There were 5,566 housing units, of which 4.3% were vacant. The homeowner vacancy rate was 1.4% and the rental vacancy rate was 4.8%.

===2010 census===
The 2010 United States census counted 13,295 people, 5,310 households, and 3,478 families in the CDP. The population density was 5104.3 /sqmi. There were 5,529 housing units at an average density of 2122.7 /sqmi. The racial makeup was 31.87% (4,237) White, 27.34% (3,635) Black or African American, 0.33% (44) Native American, 34.53% (4,591) Asian, 0.00% (0) Pacific Islander, 2.29% (305) from other races, and 3.63% (483) from two or more races. Hispanic or Latino of any race were 7.82% (1,040) of the population.

Of the 5,310 households, 34.7% had children under the age of 18; 49.1% were married couples living together; 12.9% had a female householder with no husband present and 34.5% were non-families. Of all households, 27.8% were made up of individuals and 3.4% had someone living alone who was 65 years of age or older. The average household size was 2.48 and the average family size was 3.09.

22.9% of the population were under the age of 18, 5.9% from 18 to 24, 40.6% from 25 to 44, 23.5% from 45 to 64, and 7.1% who were 65 years of age or older. The median age was 34.6 years. For every 100 females, the population had 87.9 males.

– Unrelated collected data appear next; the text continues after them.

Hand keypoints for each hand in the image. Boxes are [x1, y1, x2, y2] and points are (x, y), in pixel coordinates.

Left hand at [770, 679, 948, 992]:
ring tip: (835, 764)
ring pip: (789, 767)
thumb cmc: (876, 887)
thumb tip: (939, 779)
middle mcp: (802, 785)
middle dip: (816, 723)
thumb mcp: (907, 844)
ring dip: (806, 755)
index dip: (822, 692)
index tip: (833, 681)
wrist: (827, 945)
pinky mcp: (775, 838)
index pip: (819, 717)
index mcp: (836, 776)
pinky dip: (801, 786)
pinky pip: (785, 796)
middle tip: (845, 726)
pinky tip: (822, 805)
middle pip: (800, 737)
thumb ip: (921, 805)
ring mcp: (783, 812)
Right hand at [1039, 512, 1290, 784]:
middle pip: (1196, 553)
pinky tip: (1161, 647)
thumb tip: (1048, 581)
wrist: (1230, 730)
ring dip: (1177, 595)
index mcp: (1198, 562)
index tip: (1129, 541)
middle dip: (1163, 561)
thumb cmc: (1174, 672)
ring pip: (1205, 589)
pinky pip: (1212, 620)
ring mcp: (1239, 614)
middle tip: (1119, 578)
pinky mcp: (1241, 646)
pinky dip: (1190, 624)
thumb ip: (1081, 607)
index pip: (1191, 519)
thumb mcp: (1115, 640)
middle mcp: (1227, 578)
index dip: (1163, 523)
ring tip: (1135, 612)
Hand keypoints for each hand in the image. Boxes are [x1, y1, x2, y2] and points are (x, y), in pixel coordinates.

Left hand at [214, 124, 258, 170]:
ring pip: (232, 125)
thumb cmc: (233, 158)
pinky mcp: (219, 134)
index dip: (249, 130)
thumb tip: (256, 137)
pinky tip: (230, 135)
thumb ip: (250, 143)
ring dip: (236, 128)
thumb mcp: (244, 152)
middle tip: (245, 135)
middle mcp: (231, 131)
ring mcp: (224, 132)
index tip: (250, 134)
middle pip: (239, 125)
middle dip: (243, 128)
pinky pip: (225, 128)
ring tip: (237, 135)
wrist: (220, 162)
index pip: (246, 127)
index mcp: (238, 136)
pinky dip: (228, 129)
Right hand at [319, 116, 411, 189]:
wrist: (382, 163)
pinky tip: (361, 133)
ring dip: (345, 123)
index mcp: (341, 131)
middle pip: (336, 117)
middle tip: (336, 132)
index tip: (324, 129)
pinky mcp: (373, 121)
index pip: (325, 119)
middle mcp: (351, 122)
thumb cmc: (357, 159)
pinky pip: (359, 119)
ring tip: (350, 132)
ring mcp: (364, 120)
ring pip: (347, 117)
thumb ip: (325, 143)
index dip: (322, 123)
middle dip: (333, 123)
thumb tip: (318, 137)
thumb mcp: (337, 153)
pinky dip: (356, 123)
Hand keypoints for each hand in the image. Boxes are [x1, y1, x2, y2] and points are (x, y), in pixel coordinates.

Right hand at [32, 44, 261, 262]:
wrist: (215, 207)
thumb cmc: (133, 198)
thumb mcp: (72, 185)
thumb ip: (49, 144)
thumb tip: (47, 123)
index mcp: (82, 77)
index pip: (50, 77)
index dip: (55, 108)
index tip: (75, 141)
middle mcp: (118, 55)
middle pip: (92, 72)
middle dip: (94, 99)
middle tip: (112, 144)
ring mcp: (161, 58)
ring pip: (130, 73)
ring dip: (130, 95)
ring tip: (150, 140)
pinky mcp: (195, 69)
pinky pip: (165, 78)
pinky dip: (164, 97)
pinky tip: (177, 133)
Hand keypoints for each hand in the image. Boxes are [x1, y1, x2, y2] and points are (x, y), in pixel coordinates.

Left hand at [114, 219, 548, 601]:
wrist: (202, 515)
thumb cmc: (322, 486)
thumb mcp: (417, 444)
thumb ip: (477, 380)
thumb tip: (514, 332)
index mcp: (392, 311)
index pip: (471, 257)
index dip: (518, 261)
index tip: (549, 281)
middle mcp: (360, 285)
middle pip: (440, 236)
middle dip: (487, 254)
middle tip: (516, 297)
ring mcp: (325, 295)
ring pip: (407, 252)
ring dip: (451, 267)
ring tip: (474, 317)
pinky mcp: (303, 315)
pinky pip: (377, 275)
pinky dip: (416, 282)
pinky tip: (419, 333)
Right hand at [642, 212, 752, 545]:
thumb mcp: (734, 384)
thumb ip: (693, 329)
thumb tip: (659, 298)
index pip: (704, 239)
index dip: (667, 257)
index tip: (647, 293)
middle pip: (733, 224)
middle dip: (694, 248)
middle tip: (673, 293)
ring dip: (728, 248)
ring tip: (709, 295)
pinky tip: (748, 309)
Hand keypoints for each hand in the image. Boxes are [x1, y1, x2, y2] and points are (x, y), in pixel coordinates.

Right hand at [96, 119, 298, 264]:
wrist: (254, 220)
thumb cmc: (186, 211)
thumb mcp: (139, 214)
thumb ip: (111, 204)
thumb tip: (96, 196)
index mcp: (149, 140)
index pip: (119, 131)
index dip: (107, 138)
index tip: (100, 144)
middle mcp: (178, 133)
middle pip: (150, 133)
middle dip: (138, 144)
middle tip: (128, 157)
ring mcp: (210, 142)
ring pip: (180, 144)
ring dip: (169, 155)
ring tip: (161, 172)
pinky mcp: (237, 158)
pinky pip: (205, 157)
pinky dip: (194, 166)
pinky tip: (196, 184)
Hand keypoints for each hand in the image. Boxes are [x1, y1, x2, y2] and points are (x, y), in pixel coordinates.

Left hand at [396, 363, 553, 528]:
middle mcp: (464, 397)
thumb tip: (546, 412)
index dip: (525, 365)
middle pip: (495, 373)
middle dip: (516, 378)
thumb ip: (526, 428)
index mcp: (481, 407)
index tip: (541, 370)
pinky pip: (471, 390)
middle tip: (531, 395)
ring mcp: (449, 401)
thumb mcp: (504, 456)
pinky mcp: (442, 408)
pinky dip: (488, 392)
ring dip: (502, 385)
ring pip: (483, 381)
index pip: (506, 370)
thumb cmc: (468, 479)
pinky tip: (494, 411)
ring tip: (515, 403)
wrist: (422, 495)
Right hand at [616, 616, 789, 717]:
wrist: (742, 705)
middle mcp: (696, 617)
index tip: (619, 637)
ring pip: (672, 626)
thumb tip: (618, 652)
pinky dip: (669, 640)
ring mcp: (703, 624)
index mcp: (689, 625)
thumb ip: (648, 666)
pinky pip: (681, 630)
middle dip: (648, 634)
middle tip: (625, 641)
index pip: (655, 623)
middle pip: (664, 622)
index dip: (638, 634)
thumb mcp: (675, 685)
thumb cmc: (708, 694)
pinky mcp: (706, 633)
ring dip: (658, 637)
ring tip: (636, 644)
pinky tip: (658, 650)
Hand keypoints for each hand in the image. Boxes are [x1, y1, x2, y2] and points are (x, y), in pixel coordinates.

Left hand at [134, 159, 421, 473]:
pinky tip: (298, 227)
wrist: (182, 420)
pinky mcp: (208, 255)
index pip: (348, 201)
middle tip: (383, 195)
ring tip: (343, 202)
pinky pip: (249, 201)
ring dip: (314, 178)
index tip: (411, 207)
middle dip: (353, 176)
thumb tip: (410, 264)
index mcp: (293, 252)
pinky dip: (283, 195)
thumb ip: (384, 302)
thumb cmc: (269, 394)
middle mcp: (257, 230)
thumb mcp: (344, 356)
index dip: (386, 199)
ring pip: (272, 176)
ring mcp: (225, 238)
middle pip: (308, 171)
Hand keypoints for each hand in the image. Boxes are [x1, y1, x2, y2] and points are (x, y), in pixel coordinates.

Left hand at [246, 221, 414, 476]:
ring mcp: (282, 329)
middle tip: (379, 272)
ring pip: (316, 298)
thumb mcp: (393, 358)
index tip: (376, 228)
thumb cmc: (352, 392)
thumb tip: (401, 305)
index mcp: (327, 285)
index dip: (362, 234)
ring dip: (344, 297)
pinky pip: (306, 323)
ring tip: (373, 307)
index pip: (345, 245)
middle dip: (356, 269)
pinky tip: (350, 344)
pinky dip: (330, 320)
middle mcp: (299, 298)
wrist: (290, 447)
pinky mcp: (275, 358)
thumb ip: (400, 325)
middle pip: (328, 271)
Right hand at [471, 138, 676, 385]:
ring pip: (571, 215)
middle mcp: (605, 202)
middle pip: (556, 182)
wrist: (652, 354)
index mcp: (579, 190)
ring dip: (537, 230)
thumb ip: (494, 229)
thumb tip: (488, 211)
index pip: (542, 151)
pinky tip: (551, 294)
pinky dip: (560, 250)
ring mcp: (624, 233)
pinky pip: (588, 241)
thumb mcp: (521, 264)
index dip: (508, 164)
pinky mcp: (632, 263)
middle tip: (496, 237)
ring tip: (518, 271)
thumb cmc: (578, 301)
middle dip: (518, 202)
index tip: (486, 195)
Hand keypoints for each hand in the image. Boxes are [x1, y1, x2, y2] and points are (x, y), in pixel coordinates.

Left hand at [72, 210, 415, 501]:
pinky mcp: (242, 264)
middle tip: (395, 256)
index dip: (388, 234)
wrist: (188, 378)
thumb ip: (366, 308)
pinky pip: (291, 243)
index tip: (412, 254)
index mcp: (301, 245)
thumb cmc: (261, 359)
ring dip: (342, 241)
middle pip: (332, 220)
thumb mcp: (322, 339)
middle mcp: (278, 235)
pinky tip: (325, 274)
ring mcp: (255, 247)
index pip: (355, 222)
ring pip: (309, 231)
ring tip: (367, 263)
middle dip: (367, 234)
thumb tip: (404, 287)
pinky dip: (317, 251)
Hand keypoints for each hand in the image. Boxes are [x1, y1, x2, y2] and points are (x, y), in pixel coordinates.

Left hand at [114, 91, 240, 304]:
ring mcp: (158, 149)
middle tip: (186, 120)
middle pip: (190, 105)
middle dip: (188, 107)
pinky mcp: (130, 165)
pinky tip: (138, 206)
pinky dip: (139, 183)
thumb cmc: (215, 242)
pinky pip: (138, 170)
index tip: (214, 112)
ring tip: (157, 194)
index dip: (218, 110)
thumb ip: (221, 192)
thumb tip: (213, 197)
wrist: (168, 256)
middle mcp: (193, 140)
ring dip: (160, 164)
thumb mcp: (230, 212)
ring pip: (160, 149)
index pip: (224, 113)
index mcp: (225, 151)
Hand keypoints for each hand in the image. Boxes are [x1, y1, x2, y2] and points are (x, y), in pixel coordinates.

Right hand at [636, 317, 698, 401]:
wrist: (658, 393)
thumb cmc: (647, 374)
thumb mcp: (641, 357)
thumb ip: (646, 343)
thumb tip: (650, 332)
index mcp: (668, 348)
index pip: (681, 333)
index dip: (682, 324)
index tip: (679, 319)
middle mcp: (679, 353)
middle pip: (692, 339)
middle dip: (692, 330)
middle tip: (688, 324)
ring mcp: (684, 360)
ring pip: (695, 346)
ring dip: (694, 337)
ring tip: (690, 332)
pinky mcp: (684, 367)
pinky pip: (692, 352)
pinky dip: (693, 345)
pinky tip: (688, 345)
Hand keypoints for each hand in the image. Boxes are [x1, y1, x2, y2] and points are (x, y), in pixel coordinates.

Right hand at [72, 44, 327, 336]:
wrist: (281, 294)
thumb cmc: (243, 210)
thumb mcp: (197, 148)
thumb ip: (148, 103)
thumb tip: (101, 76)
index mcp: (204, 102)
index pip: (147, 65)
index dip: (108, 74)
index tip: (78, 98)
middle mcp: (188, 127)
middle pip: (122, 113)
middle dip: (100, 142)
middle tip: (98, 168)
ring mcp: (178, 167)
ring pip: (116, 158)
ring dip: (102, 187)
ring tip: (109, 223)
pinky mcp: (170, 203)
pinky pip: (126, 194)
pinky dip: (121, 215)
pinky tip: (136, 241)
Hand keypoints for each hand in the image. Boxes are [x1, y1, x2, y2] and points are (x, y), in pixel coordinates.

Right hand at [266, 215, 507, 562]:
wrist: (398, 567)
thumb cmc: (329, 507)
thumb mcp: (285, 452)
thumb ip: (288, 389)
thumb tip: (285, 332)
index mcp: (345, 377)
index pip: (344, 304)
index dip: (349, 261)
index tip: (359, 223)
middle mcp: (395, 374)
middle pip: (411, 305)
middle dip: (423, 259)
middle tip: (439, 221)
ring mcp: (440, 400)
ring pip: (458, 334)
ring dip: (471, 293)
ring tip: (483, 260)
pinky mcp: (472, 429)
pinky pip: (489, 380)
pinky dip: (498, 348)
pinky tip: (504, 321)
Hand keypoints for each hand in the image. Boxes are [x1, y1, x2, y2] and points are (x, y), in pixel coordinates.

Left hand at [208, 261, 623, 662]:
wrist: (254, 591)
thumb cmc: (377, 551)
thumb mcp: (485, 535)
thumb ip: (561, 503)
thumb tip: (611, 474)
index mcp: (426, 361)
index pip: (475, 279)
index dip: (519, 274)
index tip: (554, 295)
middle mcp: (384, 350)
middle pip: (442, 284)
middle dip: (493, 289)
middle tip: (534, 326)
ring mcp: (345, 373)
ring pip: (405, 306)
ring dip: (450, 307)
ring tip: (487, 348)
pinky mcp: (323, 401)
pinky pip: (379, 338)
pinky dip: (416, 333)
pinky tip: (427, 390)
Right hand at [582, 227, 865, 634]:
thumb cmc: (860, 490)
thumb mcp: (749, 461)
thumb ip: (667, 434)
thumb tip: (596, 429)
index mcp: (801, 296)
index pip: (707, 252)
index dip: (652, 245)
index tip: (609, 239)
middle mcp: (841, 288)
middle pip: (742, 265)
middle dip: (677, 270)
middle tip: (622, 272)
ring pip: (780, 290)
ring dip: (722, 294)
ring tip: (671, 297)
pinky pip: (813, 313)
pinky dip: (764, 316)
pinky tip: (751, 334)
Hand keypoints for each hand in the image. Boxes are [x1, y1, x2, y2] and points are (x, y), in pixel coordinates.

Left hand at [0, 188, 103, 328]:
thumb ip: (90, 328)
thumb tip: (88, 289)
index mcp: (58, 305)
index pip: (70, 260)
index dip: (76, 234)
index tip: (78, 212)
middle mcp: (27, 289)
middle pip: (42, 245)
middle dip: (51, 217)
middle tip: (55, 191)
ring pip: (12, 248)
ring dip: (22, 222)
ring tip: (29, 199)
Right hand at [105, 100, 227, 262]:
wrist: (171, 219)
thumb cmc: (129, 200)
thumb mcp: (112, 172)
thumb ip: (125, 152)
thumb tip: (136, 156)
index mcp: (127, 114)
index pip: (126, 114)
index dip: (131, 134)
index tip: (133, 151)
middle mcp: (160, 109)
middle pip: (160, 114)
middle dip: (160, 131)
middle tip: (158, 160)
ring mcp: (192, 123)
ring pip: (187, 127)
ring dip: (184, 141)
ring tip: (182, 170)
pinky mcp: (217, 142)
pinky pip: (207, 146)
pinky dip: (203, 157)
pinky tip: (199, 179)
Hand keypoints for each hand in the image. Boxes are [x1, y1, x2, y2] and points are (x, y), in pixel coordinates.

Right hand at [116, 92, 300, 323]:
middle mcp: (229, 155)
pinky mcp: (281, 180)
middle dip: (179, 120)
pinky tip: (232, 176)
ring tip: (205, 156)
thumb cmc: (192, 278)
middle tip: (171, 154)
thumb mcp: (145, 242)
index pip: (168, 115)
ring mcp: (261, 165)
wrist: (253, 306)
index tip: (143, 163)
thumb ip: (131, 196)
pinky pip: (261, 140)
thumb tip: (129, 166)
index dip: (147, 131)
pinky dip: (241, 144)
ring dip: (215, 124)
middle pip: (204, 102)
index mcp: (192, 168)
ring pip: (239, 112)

For every 100 females ages 18 and older there were 83.0 males.
==Notable people==

People who were born in, residents of, or otherwise closely associated with Franklin Park include:
- Clifford P. Case (1904–1982), member of the U.S. Senate for 18 years and a member of the U.S. House of Representatives before that, who spent his childhood in Franklin Park while his father served as the minister at the Reformed Church.
- Bruce Williams (1932-2019), radio host and former mayor of Franklin Township.